Problem to solve: Copy out the records that follow, leaving every character as it is.

+ + + + + + +

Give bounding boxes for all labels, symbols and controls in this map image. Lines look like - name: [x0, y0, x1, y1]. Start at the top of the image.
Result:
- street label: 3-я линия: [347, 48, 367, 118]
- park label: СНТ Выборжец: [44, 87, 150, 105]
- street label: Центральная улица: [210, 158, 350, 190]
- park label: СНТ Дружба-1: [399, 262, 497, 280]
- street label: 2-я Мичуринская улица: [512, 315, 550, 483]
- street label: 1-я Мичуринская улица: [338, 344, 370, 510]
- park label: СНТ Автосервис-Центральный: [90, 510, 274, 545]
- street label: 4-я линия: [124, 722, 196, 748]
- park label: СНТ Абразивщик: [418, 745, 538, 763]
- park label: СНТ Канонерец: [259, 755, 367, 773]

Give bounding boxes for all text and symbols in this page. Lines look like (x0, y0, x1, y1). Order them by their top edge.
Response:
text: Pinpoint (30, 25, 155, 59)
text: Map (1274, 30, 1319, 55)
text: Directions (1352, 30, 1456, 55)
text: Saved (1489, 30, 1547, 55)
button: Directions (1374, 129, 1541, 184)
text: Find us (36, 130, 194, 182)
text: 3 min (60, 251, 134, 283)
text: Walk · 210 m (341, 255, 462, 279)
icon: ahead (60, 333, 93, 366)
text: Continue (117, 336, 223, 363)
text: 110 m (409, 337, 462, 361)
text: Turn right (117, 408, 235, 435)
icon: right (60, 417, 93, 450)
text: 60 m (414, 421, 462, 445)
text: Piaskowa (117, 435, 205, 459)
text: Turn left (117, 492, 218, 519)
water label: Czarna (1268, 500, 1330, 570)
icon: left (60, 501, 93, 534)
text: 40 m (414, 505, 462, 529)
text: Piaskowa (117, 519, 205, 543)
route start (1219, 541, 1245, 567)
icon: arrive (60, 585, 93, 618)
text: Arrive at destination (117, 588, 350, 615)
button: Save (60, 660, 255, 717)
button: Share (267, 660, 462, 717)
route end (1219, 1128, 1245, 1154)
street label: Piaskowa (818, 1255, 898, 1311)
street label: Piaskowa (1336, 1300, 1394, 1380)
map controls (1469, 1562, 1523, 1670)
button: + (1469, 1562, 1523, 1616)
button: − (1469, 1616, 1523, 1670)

+ + + + + + +

Solution:
Give bounding boxes for all labels, symbols and controls in this map image. Lines look like - name: [x0, y0, x1, y1]. Start at the top of the image.
Result:
- street label: 3-я линия: [347, 48, 367, 118]
- park label: СНТ Выборжец: [44, 87, 150, 105]
- street label: Центральная улица: [210, 158, 350, 190]
- park label: СНТ Дружба-1: [399, 262, 497, 280]
- street label: 2-я Мичуринская улица: [512, 315, 550, 483]
- street label: 1-я Мичуринская улица: [338, 344, 370, 510]
- park label: СНТ Автосервис-Центральный: [90, 510, 274, 545]
- street label: 4-я линия: [124, 722, 196, 748]
- park label: СНТ Абразивщик: [418, 745, 538, 763]
- park label: СНТ Канонерец: [259, 755, 367, 773]

Give bounding boxes for all text and symbols in this page. Lines look like (x0, y0, x1, y1). Order them by their top edge.
Response:
text: Pinpoint (30, 25, 155, 59)
text: Map (1274, 30, 1319, 55)
text: Directions (1352, 30, 1456, 55)
text: Saved (1489, 30, 1547, 55)
button: Directions (1374, 129, 1541, 184)
text: Find us (36, 130, 194, 182)
text: 3 min (60, 251, 134, 283)
text: Walk · 210 m (341, 255, 462, 279)
icon: ahead (60, 333, 93, 366)
text: Continue (117, 336, 223, 363)
text: 110 m (409, 337, 462, 361)
text: Turn right (117, 408, 235, 435)
icon: right (60, 417, 93, 450)
text: 60 m (414, 421, 462, 445)
text: Piaskowa (117, 435, 205, 459)
text: Turn left (117, 492, 218, 519)
water label: Czarna (1268, 500, 1330, 570)
icon: left (60, 501, 93, 534)
text: 40 m (414, 505, 462, 529)
text: Piaskowa (117, 519, 205, 543)
route start (1219, 541, 1245, 567)
icon: arrive (60, 585, 93, 618)
text: Arrive at destination (117, 588, 350, 615)
button: Save (60, 660, 255, 717)
button: Share (267, 660, 462, 717)
route end (1219, 1128, 1245, 1154)
street label: Piaskowa (818, 1255, 898, 1311)
street label: Piaskowa (1336, 1300, 1394, 1380)
map controls (1469, 1562, 1523, 1670)
button: + (1469, 1562, 1523, 1616)
button: − (1469, 1616, 1523, 1670)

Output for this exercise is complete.